__What is being asked__. Without including the images, transcribe each record precisely as it appears below.

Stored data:
·····

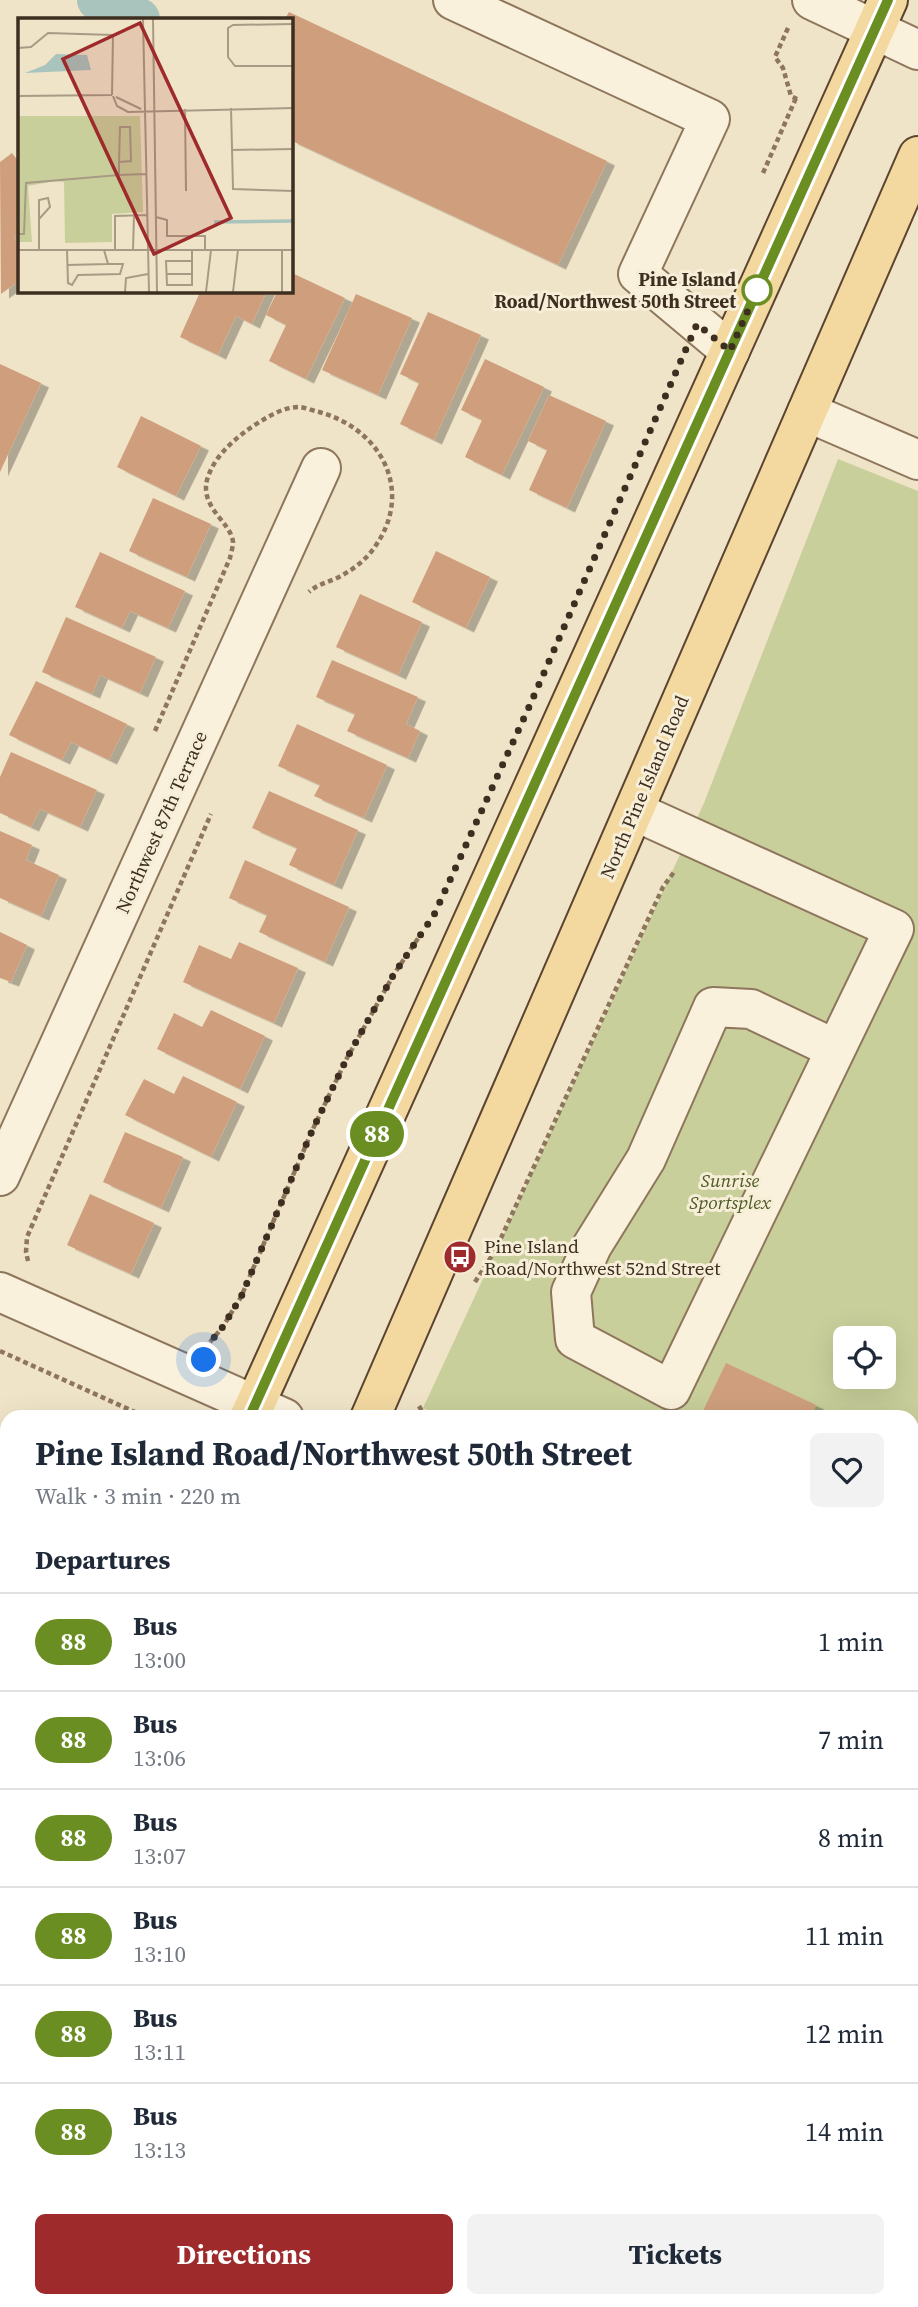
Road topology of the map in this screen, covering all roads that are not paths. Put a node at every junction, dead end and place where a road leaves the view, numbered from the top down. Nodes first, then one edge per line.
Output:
1 (453, 0) edge
2 (812, 0) edge
3 (882, 15) edge
4 (918, 50) edge
5 (918, 156) edge
6 (730, 351) junction
7 (807, 412) junction
8 (918, 460) edge
9 (321, 468) dead end
10 (634, 811) junction
11 (906, 931) edge
12 (835, 1049) junction
13 (0, 1176) edge
14 (0, 1292) edge
15 (256, 1410) edge
16 (263, 1410) edge
17 (373, 1410) edge

1 - 6 street
2 - 3 street
3 - 4 street
3 - 6 main road
5 - 7 main road, North Pine Island Road
6 - 16 main road
7 - 8 street
7 - 10 main road, North Pine Island Road
9 - 13 street, Northwest 87th Terrace
10 - 11 street
10 - 17 main road, North Pine Island Road
11 - 12 street
12 - 12 street
14 - 15 street

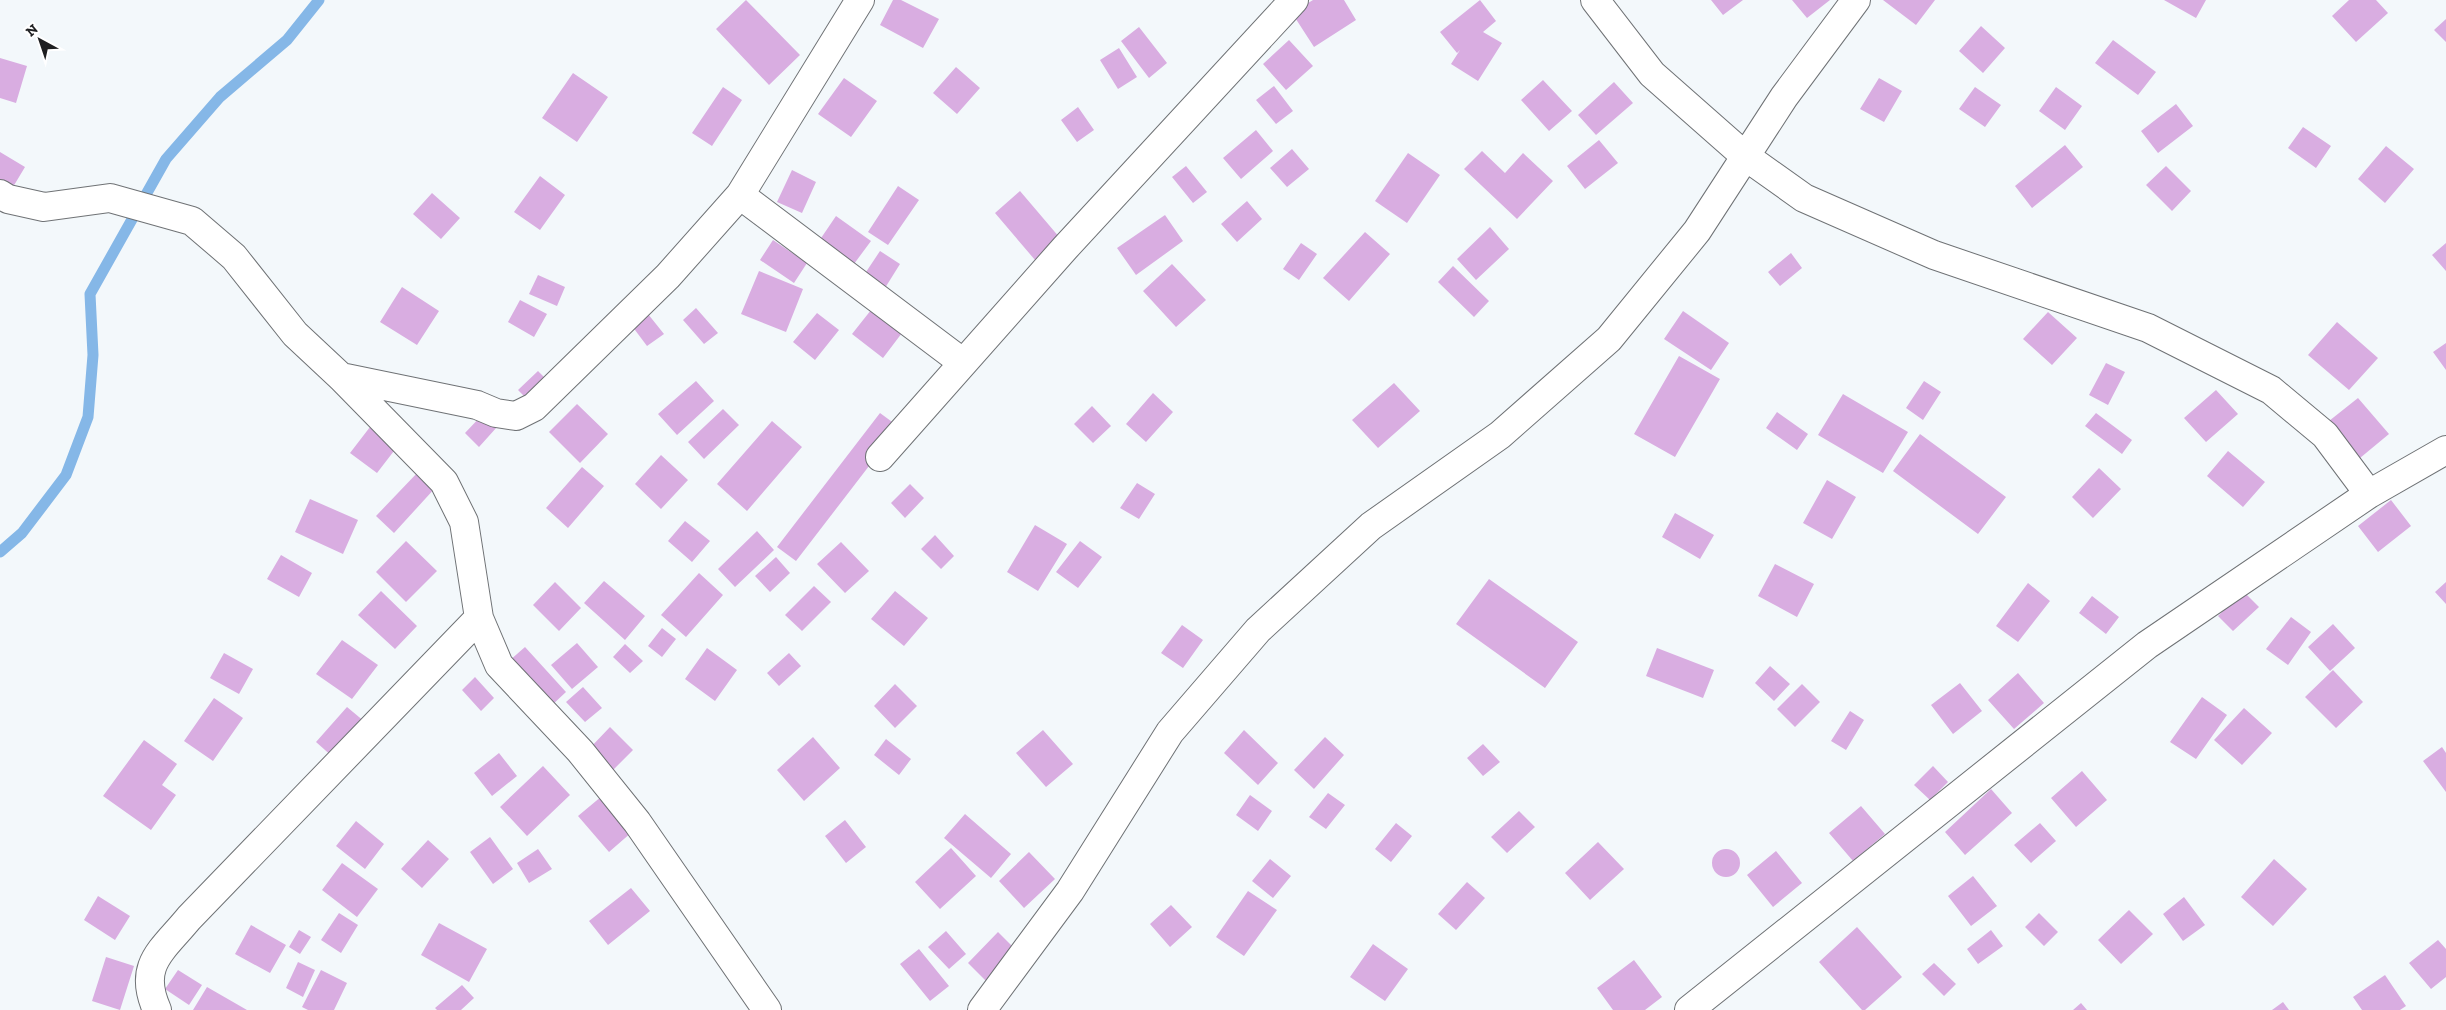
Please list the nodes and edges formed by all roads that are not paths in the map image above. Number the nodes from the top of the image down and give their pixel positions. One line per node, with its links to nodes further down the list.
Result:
1 (860, 0): 7 (street)
2 (1294, 0): 8 (street)
3 (1594, 0): 5 (street)
4 (1856, 0): 5 (street)
5 (1746, 156): 12 (street); 16 (street)
6 (0, 194): 9 (street)
7 (740, 195): 8 (street); 9 (street)
8 (962, 362): 11 (street)
9 (342, 377): 13 (street)
10 (2446, 450): 12 (street)
11 (880, 457)
12 (2369, 494): 17 (street)
13 (479, 618): 14 (street); 15 (street)
14 (157, 1010)
15 (767, 1010)
16 (982, 1010)
17 (1689, 1010)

·····

__Task answer__.
Road topology of the map in this screen, covering all roads that are not paths. Put a node at every junction, dead end and place where a road leaves the view, numbered from the top down. Nodes first, then one edge per line.
Output:
1 (453, 0) edge
2 (812, 0) edge
3 (882, 15) edge
4 (918, 50) edge
5 (918, 156) edge
6 (730, 351) junction
7 (807, 412) junction
8 (918, 460) edge
9 (321, 468) dead end
10 (634, 811) junction
11 (906, 931) edge
12 (835, 1049) junction
13 (0, 1176) edge
14 (0, 1292) edge
15 (256, 1410) edge
16 (263, 1410) edge
17 (373, 1410) edge

1 - 6 street
2 - 3 street
3 - 4 street
3 - 6 main road
5 - 7 main road, North Pine Island Road
6 - 16 main road
7 - 8 street
7 - 10 main road, North Pine Island Road
9 - 13 street, Northwest 87th Terrace
10 - 11 street
10 - 17 main road, North Pine Island Road
11 - 12 street
12 - 12 street
14 - 15 street

Please list the nodes and edges formed by all roads that are not paths in the map image above. Number the nodes from the top of the image down and give their pixel positions. One line per node, with its links to nodes further down the list.
Result:
1 (860, 0): 7 (street)
2 (1294, 0): 8 (street)
3 (1594, 0): 5 (street)
4 (1856, 0): 5 (street)
5 (1746, 156): 12 (street); 16 (street)
6 (0, 194): 9 (street)
7 (740, 195): 8 (street); 9 (street)
8 (962, 362): 11 (street)
9 (342, 377): 13 (street)
10 (2446, 450): 12 (street)
11 (880, 457)
12 (2369, 494): 17 (street)
13 (479, 618): 14 (street); 15 (street)
14 (157, 1010)
15 (767, 1010)
16 (982, 1010)
17 (1689, 1010)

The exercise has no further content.